[Available records — start]

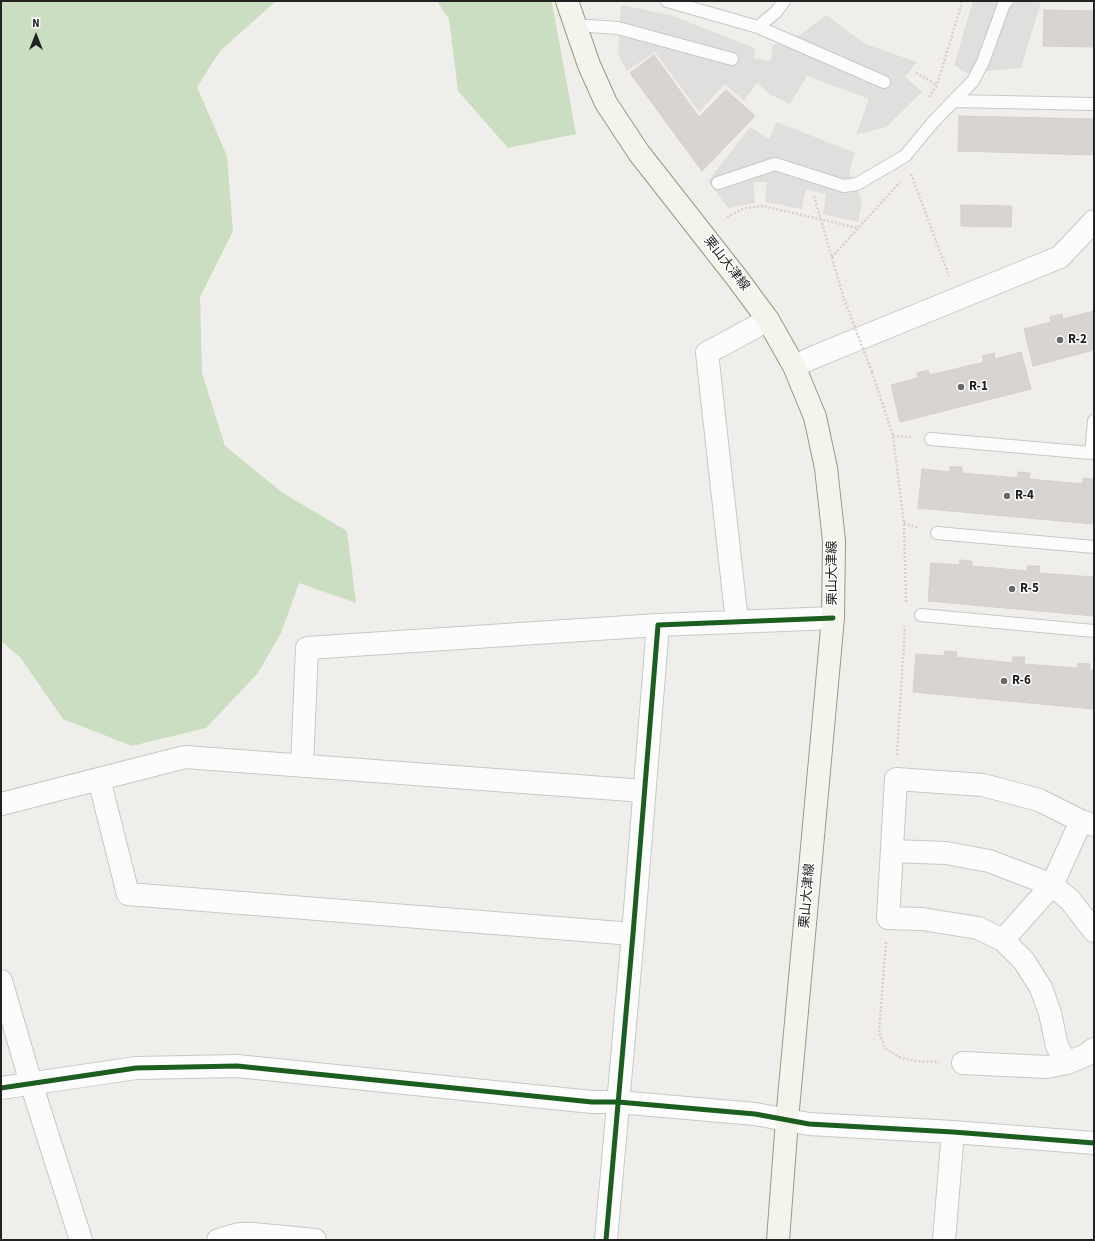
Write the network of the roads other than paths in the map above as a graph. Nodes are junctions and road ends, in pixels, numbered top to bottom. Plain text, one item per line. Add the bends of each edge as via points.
1 (567, 1) edge
2 (668, 1) edge
3 (784, 1) edge
4 (1007, 1) edge
5 (575, 25) junction
6 (758, 27) junction
7 (732, 59) dead end
8 (884, 82) dead end
9 (954, 100) junction
10 (1094, 104) edge
11 (718, 183) dead end
12 (1094, 221) edge
13 (768, 320) junction
14 (794, 366) junction
15 (1094, 421) edge
16 (932, 439) dead end
17 (937, 533) dead end
18 (1094, 547) edge
19 (921, 615) dead end
20 (833, 618) junction
21 (737, 622) junction
22 (658, 625) junction
23 (1094, 631) edge
24 (302, 766) junction
25 (99, 779) junction
26 (644, 791) junction
27 (1, 804) edge
28 (1088, 823) edge
29 (892, 850) junction
30 (1052, 884) junction
31 (1094, 932) edge
32 (633, 934) junction
33 (1003, 940) junction
34 (1, 981) edge
35 (1094, 1049) edge
36 (964, 1063) road end
37 (1067, 1063) junction
38 (31, 1083) junction
39 (1, 1088) edge
40 (618, 1102) junction
41 (787, 1120) junction
42 (953, 1132) junction
43 (1094, 1143) edge
44 (254, 1237) edge
45 (81, 1240) edge
46 (218, 1240) edge
47 (315, 1240) edge
48 (606, 1240) edge
49 (778, 1240) edge
50 (944, 1240) edge

1 - 5 main road, 栗山大津線
2 - 6 lane
3 - 6 lane via 776,12
4 - 9 lane via 973,81
5 - 7 lane via 618,28
5 - 13 main road, 栗山大津線 via 606,103 639,153
6 - 8 lane
9 - 10 lane
9 - 11 lane via 905,156 857,184 844,186 775,164
12 - 14 street via 1060,257
13 - 14 main road, 栗山大津線
13 - 21 street via 707,353
14 - 20 main road, 栗山大津線 via 815,417 826,468 834,541
15 - 16 lane via 1091,453
17 - 18 lane
19 - 23 lane
20 - 21 street
20 - 41 main road, 栗山大津線
21 - 22 street
22 - 24 street via 307,648
22 - 26 street
24 - 25 street via 185,757
24 - 26 street
25 - 27 street
25 - 32 street via 128,894
26 - 32 street
28 - 29 street via 1039,800 983,785 896,779
28 - 30 street
29 - 30 street via 946,853 989,862
29 - 33 street via 888,918 922,919 978,928
30 - 31 street via 1070,900
30 - 33 street
32 - 40 street
33 - 37 street via 1024,960 1041,988 1050,1013 1057,1046
34 - 38 street
35 - 37 street
36 - 37 street via 1047,1067
38 - 39 street
38 - 40 street via 136,1068 237,1066 592,1102
38 - 45 street
40 - 41 street via 755,1114
40 - 48 street
41 - 42 street via 809,1124
41 - 49 main road, 栗山大津線
42 - 43 street
42 - 50 street
44 - 46 street via 239,1234
44 - 47 street

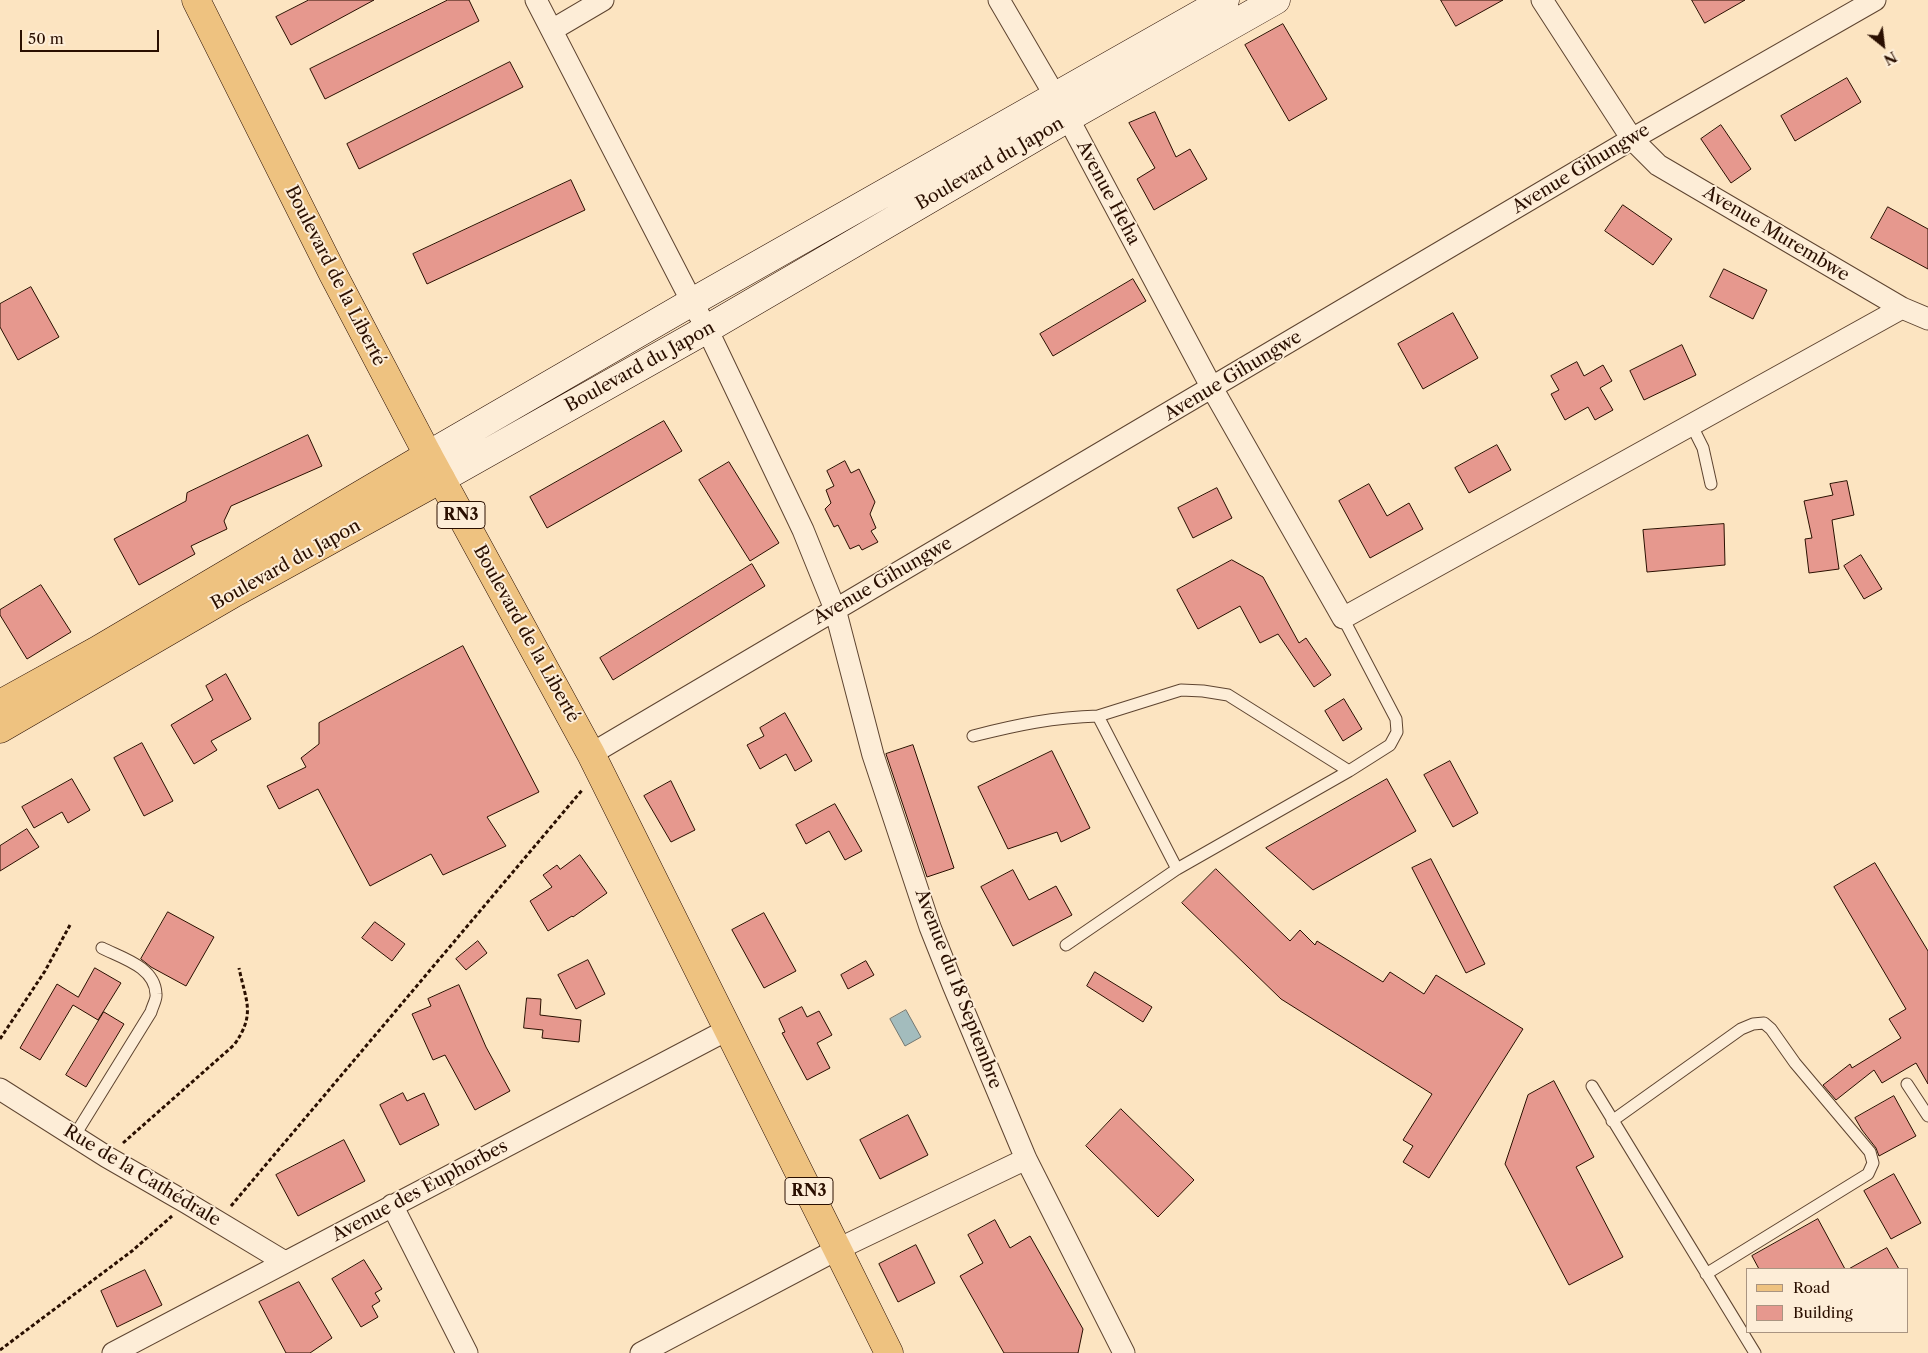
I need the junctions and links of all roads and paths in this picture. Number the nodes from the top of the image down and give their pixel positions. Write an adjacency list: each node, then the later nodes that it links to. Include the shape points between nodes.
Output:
1 (196, 0): 18 (main road, Boulevard de la Liberté / RN3)
2 (536, 0): 9 (street, Avenue du 18 Septembre)
3 (603, 0): 9 (street)
4 (999, 0): 10 (street, Avenue Heha)
5 (1225, 0): 10 (main road, Boulevard du Japon)
6 (1276, 0): 10 (main road, Boulevard du Japon)
7 (1542, 0): 11 (street, Avenue Murembwe)
8 (1876, 0): 11 (street, Avenue Gihungwe)
9 (552, 30): 12 (street, Avenue du 18 Septembre)
10 (1061, 108): 12 (main road, Boulevard du Japon); 15 (main road, Boulevard du Japon); 16 (street, Avenue Heha)
11 (1632, 139): 13 (street, Avenue Murembwe, via 1658,165); 16 (street, Avenue Gihungwe)
12 (692, 302): 15 (street, Avenue du 18 Septembre); 18 (main road, Boulevard du Japon)
13 (1902, 308): 14 (street, Avenue Murembwe); 17 (street)
14 (1928, 319)
15 (707, 330): 19 (main road, Boulevard du Japon); 21 (street, Avenue du 18 Septembre, via 803,530)
16 (1212, 388): 21 (street, Avenue Gihungwe); 22 (street, Avenue Heha)
17 (1692, 426): 20 (lane, via 1703,448); 22 (street)
18 (428, 455): 19 (main road, Boulevard de la Liberté / RN3); 23 (main road, Boulevard du Japon, via 96,651)
19 (442, 479): 23 (main road, Boulevard du Japon); 26 (main road, Boulevard de la Liberté / RN3)
20 (1712, 484)
21 (835, 609): 26 (street, Avenue Gihungwe); 42 (street, Avenue du 18 Septembre, via 873,755 930,927)
22 (1343, 618): 27 (lane, via 1396,719 1397,732 1390,745)
23 (6, 713)
24 (1098, 716): 25 (lane, via 1034,721); 27 (lane, via 1181,690 1228,694); 28 (lane)
25 (973, 736)
26 (595, 762): 33 (main road, Boulevard de la Liberté / RN3); 45 (path)
27 (1349, 771): 28 (lane)
28 (1177, 869): 30 (lane)
29 (70, 924): 34 (path, via 45,971)
30 (1066, 945)
31 (102, 948): 40 (lane, via 144,969 153,980 157,995 150,1012)
32 (239, 968): 41 (path, via 249,1012 243,1032 234,1045)
33 (727, 1030): 44 (street, Avenue des Euphorbes); 46 (main road, RN3)
34 (0, 1039)
35 (1906, 1084): 38 (lane)
36 (1592, 1086): 39 (lane)
37 (0, 1089): 40 (street, Rue de la Cathédrale)
38 (1928, 1116)
39 (1612, 1121): 48 (lane); 48 (lane, via 1741,1029 1764,1024 1870,1152 1873,1163 1868,1174)
40 (75, 1135): 41 (street, Rue de la Cathédrale)
41 (108, 1157): 43 (street, Rue de la Cathédrale)
42 (1026, 1159): 46 (street); 54 (street, Avenue du 18 Septembre)
43 (187, 1203): 45 (street, Rue de la Cathédrale); 49 (path, via 132,1251)
44 (392, 1205): 47 (street, Avenue des Euphorbes); 51 (street)
45 (218, 1222): 47 (street, Rue de la Cathédrale)
46 (838, 1249): 52 (street); 53 (main road, RN3)
47 (285, 1262): 50 (street, Avenue des Euphorbes)
48 (1706, 1274): 55 (lane)
49 (0, 1350)
50 (113, 1353)
51 (467, 1353)
52 (641, 1353)
53 (889, 1353)
54 (1124, 1353)
55 (1755, 1353)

[Available records — finish]

#### What to work on:
Looking at the records, how many lines include "Murembwe"? Respond with the number only.

#### Exercise solution:
3